Have the console app instantiate a FileSystemWatcher to monitor a directory that both processes can access for changes and wire up an event handler for the Created event, something like this:

internal static bool ShutDownRequested { get ; set ; }

private static void OnCreated( object sender , FileSystemEventArgs fileSystemEventArgs )
{
  FileSystemWatcher watcher = (FileSystemWatcher) sender ;

  ShutDownRequested = true ;

  File.Delete( fileSystemEventArgs.FullPath ) ;
  watcher.Created -= OnCreated ;

}

static void Main()
{
  using ( FileSystemWatcher watcher = new FileSystemWatcher( @"\some\common\directory" , "foobar.shutdown.requested" ) )
  {
    watcher.Created += OnCreated;

    while ( !ShutDownRequested )
    {
      DoSomethingUseful() ;
    }
  }
  return ;
}

When you want to shut down the console app, just create the file the console app is expecting. The console app's event handler catches the event on a worker thread and can then set the global shutdown flag so the main thread can gracefully shutdown at the first opportune time, or the event handler can simply invoke Environment.Exit(int) and force it down. Don't forget to tidy things up by deleting the sentinel file after it's done its job (it's the only polite thing to do).
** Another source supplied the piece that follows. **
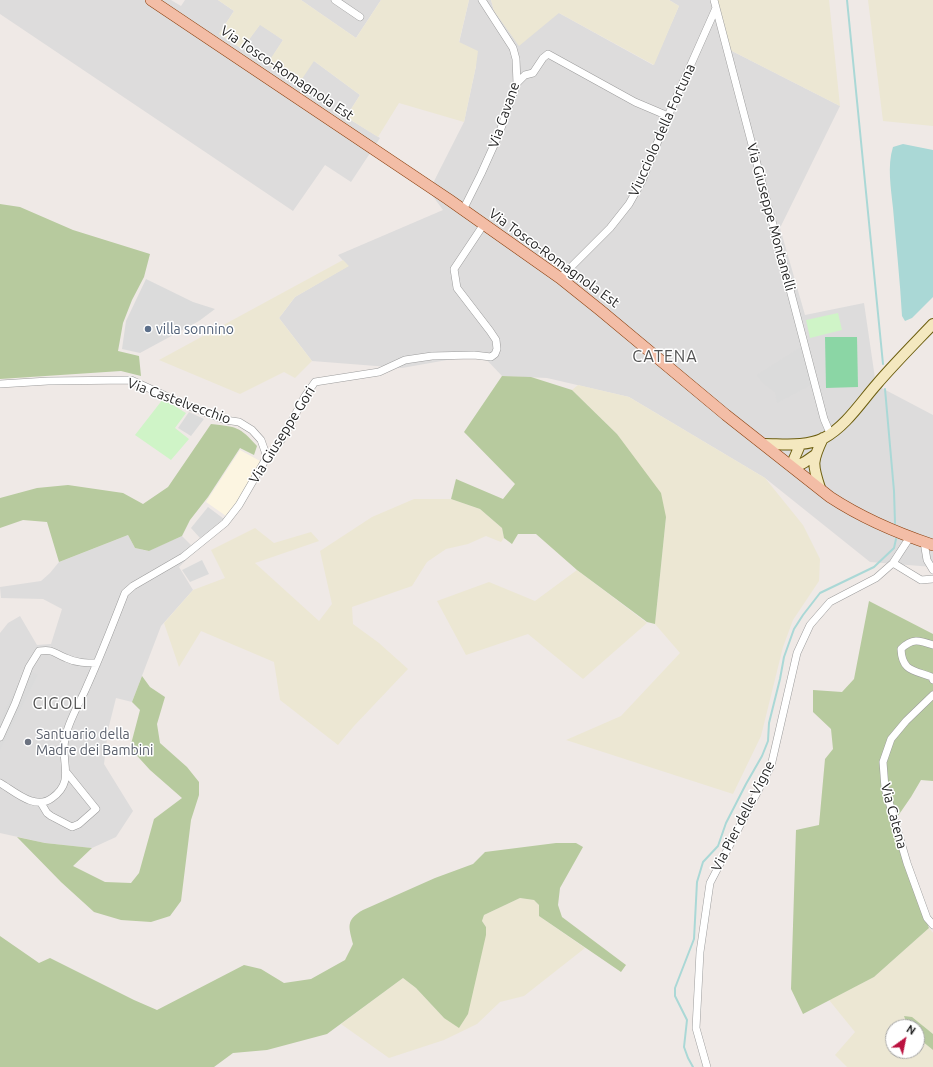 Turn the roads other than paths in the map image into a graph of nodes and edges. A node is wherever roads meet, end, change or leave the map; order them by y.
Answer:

That's what I'd do, but then, I'm not big on over-thinking things.

On overthinking, you can use a named event in a similar fashion. In your ASP.Net service, created a named event that's initially unsignalled:

// start console app
EventWaitHandle wh = new EventWaitHandle(false, EventResetMode.ManualReset,"foobar.shutdown.signal");
SpawnConsoleApp() ;

Then, when it's time to shut down the console app:

// shutdown time
wh.Set() ;

(Don't forget to stow the wait handle some place safe)

In your console app, you need to periodically check for a signal:

static void Main()
{
  EventWaitHandle wh = EventWaitHandle.OpenExisting( "foobar.shutdown.signal" ) ;
  while( !wh.WaitOne(0) )
  {
    DoSomethingUseful() ;
  }
  wh.Set() ; // acknowledge the signal
  return ;
}

http://msdn.microsoft.com/en-us/library/bb762927(v=vs.110).aspx

.NET Framework has built-in support for named pipes, which is an IPC without using ports.

It is very common to use pipes. Microsoft IIS Admin Service uses pipes to communicate with worker process, which is an example.